| Brief |
With the pictures left out, write out the records verbatim.

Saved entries
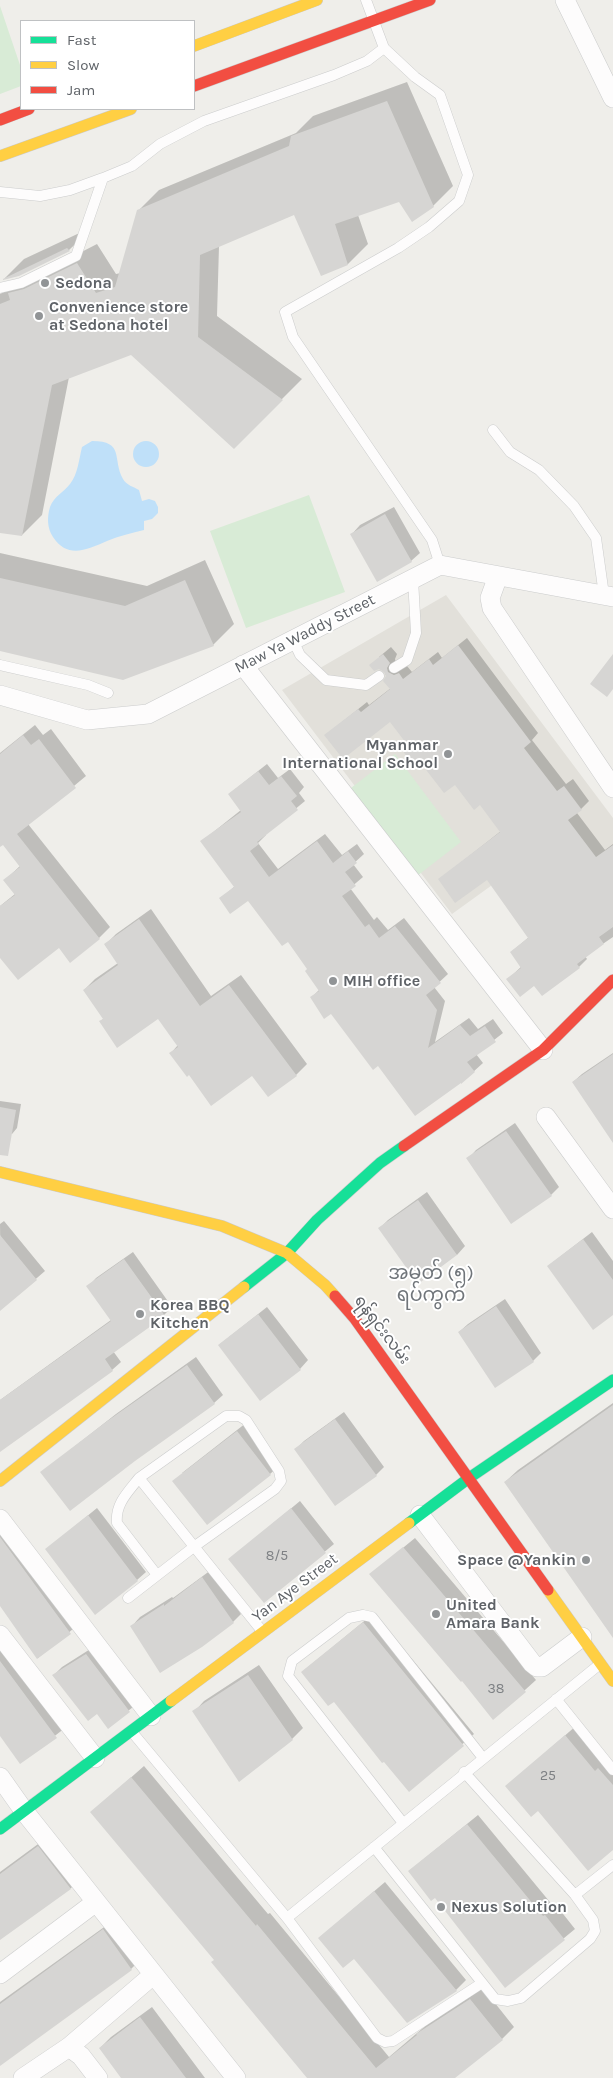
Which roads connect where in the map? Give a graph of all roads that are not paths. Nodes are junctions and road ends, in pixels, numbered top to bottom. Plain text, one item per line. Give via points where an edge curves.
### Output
1 (317, 0) edge
2 (366, 0) edge
3 (430, 0) edge
4 (565, 0) edge
5 (374, 21) junction
6 (195, 46) edge
7 (384, 48) junction
8 (195, 86) edge
9 (613, 98) edge
10 (25, 110) edge
11 (128, 110) edge
12 (0, 120) edge
13 (0, 156) edge
14 (103, 178) junction
15 (0, 192) edge
16 (0, 288) edge
17 (492, 430) dead end
18 (440, 565) junction
19 (498, 576) junction
20 (413, 579) junction
21 (609, 596) edge
22 (293, 640) junction
23 (0, 665) edge
24 (243, 665) junction
25 (394, 668) dead end
26 (379, 676) dead end
27 (108, 693) dead end
28 (0, 695) edge
29 (613, 788) edge
30 (613, 980) edge
31 (543, 1050) junction
32 (546, 1117) dead end
33 (0, 1172) edge
34 (613, 1209) edge
35 (288, 1253) junction
36 (613, 1380) edge
37 (138, 1478) junction
38 (469, 1478) junction
39 (0, 1481) edge
40 (420, 1515) junction
41 (0, 1519) edge
42 (195, 1546) junction
43 (157, 1575) junction
44 (128, 1598) dead end
45 (263, 1632) junction
46 (0, 1635) edge
47 (582, 1638) junction
48 (600, 1663) junction
49 (613, 1681) edge
50 (556, 1699) junction
51 (151, 1716) junction
52 (131, 1731) junction
53 (95, 1758) junction
54 (483, 1758) junction
55 (613, 1770) edge
56 (464, 1772) junction
57 (0, 1777) edge
58 (24, 1811) junction
59 (403, 1823) junction
60 (0, 1829) edge
61 (374, 1847) junction
62 (613, 1865) edge
63 (575, 1895) junction
64 (96, 1902) junction
65 (287, 1918) junction
66 (0, 1974) edge
67 (153, 1975) junction
68 (482, 1983) junction
69 (69, 2047) junction
70 (23, 2078) edge
71 (98, 2078) edge
72 (236, 2078) edge

1 - 6 street
2 - 5 lane
3 - 5 street
4 - 9 street
5 - 7 lane
5 - 8 street
7 - 14 lane via 367,61 334,75 204,121 160,144 132,166
7 - 18 lane via 440,95 468,175 465,188 459,202 429,227 285,312 293,337 432,540
10 - 12 street
11 - 13 street
14 - 15 lane via 40,196
14 - 16 lane via 76,256 21,283
17 - 21 lane via 510,452 539,470 574,506 596,538
18 - 19 street
18 - 20 street, Maw Ya Waddy Street
19 - 21 street
19 - 29 street via 490,598 492,608
20 - 22 street, Maw Ya Waddy Street
20 - 25 lane via 416,633 407,660
22 - 24 street, Maw Ya Waddy Street
22 - 26 lane via 300,655 326,680 366,685
23 - 27 lane
24 - 28 street, Maw Ya Waddy Street via 148,714 87,720
24 - 31 street
30 - 31 street
31 - 35 street via 380,1163 317,1220
32 - 34 street
33 - 35 street, ရန်ရှင်းလမ်း via 222,1226
35 - 38 street, ရန်ရှင်းလမ်း via 325,1284 355,1319
35 - 39 street
36 - 38 street, Yan Aye Street
37 - 42 lane
37 - 42 lane via 226,1416 239,1416 246,1420 279,1471 281,1480 275,1489
37 - 43 lane via 119,1504 117,1523
38 - 40 street, Yan Aye Street
38 - 47 street, ရန်ရှင်းလမ်း
40 - 45 street, Yan Aye Street
40 - 47 street via 537,1667 542,1667
41 - 51 street
42 - 43 lane
42 - 45 lane
43 - 44 lane
45 - 51 street, Yan Aye Street
46 - 53 street
47 - 48 street, ရန်ရှင်းလမ်း
48 - 49 street, ရန်ရှင်းလမ်း
48 - 50 lane
50 - 54 lane
50 - 55 lane
51 - 52 street, Yan Aye Street
52 - 53 street, Yan Aye Street
52 - 65 lane
53 - 58 street, Yan Aye Street
54 - 56 lane
54 - 59 lane via 372,1617 349,1618 292,1661 288,1676
56 - 59 lane
56 - 63 lane
57 - 58 street
58 - 60 street, Yan Aye Street
58 - 64 street
59 - 61 lane
61 - 65 lane
61 - 68 lane
62 - 63 lane
63 - 68 lane via 593,1920 595,1932 590,1939 521,1998 495,1999
64 - 66 street
64 - 67 street
65 - 68 lane via 377,2038 385,2042 393,2041
67 - 69 street
67 - 72 street
69 - 70 street
69 - 71 street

| Solution for this task |
Which roads connect where in the map? Give a graph of all roads that are not paths. Nodes are junctions and road ends, in pixels, numbered top to bottom. Plain text, one item per line. Give via points where an edge curves.
### Output
1 (317, 0) edge
2 (366, 0) edge
3 (430, 0) edge
4 (565, 0) edge
5 (374, 21) junction
6 (195, 46) edge
7 (384, 48) junction
8 (195, 86) edge
9 (613, 98) edge
10 (25, 110) edge
11 (128, 110) edge
12 (0, 120) edge
13 (0, 156) edge
14 (103, 178) junction
15 (0, 192) edge
16 (0, 288) edge
17 (492, 430) dead end
18 (440, 565) junction
19 (498, 576) junction
20 (413, 579) junction
21 (609, 596) edge
22 (293, 640) junction
23 (0, 665) edge
24 (243, 665) junction
25 (394, 668) dead end
26 (379, 676) dead end
27 (108, 693) dead end
28 (0, 695) edge
29 (613, 788) edge
30 (613, 980) edge
31 (543, 1050) junction
32 (546, 1117) dead end
33 (0, 1172) edge
34 (613, 1209) edge
35 (288, 1253) junction
36 (613, 1380) edge
37 (138, 1478) junction
38 (469, 1478) junction
39 (0, 1481) edge
40 (420, 1515) junction
41 (0, 1519) edge
42 (195, 1546) junction
43 (157, 1575) junction
44 (128, 1598) dead end
45 (263, 1632) junction
46 (0, 1635) edge
47 (582, 1638) junction
48 (600, 1663) junction
49 (613, 1681) edge
50 (556, 1699) junction
51 (151, 1716) junction
52 (131, 1731) junction
53 (95, 1758) junction
54 (483, 1758) junction
55 (613, 1770) edge
56 (464, 1772) junction
57 (0, 1777) edge
58 (24, 1811) junction
59 (403, 1823) junction
60 (0, 1829) edge
61 (374, 1847) junction
62 (613, 1865) edge
63 (575, 1895) junction
64 (96, 1902) junction
65 (287, 1918) junction
66 (0, 1974) edge
67 (153, 1975) junction
68 (482, 1983) junction
69 (69, 2047) junction
70 (23, 2078) edge
71 (98, 2078) edge
72 (236, 2078) edge

1 - 6 street
2 - 5 lane
3 - 5 street
4 - 9 street
5 - 7 lane
5 - 8 street
7 - 14 lane via 367,61 334,75 204,121 160,144 132,166
7 - 18 lane via 440,95 468,175 465,188 459,202 429,227 285,312 293,337 432,540
10 - 12 street
11 - 13 street
14 - 15 lane via 40,196
14 - 16 lane via 76,256 21,283
17 - 21 lane via 510,452 539,470 574,506 596,538
18 - 19 street
18 - 20 street, Maw Ya Waddy Street
19 - 21 street
19 - 29 street via 490,598 492,608
20 - 22 street, Maw Ya Waddy Street
20 - 25 lane via 416,633 407,660
22 - 24 street, Maw Ya Waddy Street
22 - 26 lane via 300,655 326,680 366,685
23 - 27 lane
24 - 28 street, Maw Ya Waddy Street via 148,714 87,720
24 - 31 street
30 - 31 street
31 - 35 street via 380,1163 317,1220
32 - 34 street
33 - 35 street, ရန်ရှင်းလမ်း via 222,1226
35 - 38 street, ရန်ရှင်းလမ်း via 325,1284 355,1319
35 - 39 street
36 - 38 street, Yan Aye Street
37 - 42 lane
37 - 42 lane via 226,1416 239,1416 246,1420 279,1471 281,1480 275,1489
37 - 43 lane via 119,1504 117,1523
38 - 40 street, Yan Aye Street
38 - 47 street, ရန်ရှင်းလမ်း
40 - 45 street, Yan Aye Street
40 - 47 street via 537,1667 542,1667
41 - 51 street
42 - 43 lane
42 - 45 lane
43 - 44 lane
45 - 51 street, Yan Aye Street
46 - 53 street
47 - 48 street, ရန်ရှင်းလမ်း
48 - 49 street, ရန်ရှင်းလမ်း
48 - 50 lane
50 - 54 lane
50 - 55 lane
51 - 52 street, Yan Aye Street
52 - 53 street, Yan Aye Street
52 - 65 lane
53 - 58 street, Yan Aye Street
54 - 56 lane
54 - 59 lane via 372,1617 349,1618 292,1661 288,1676
56 - 59 lane
56 - 63 lane
57 - 58 street
58 - 60 street, Yan Aye Street
58 - 64 street
59 - 61 lane
61 - 65 lane
61 - 68 lane
62 - 63 lane
63 - 68 lane via 593,1920 595,1932 590,1939 521,1998 495,1999
64 - 66 street
64 - 67 street
65 - 68 lane via 377,2038 385,2042 393,2041
67 - 69 street
67 - 72 street
69 - 70 street
69 - 71 street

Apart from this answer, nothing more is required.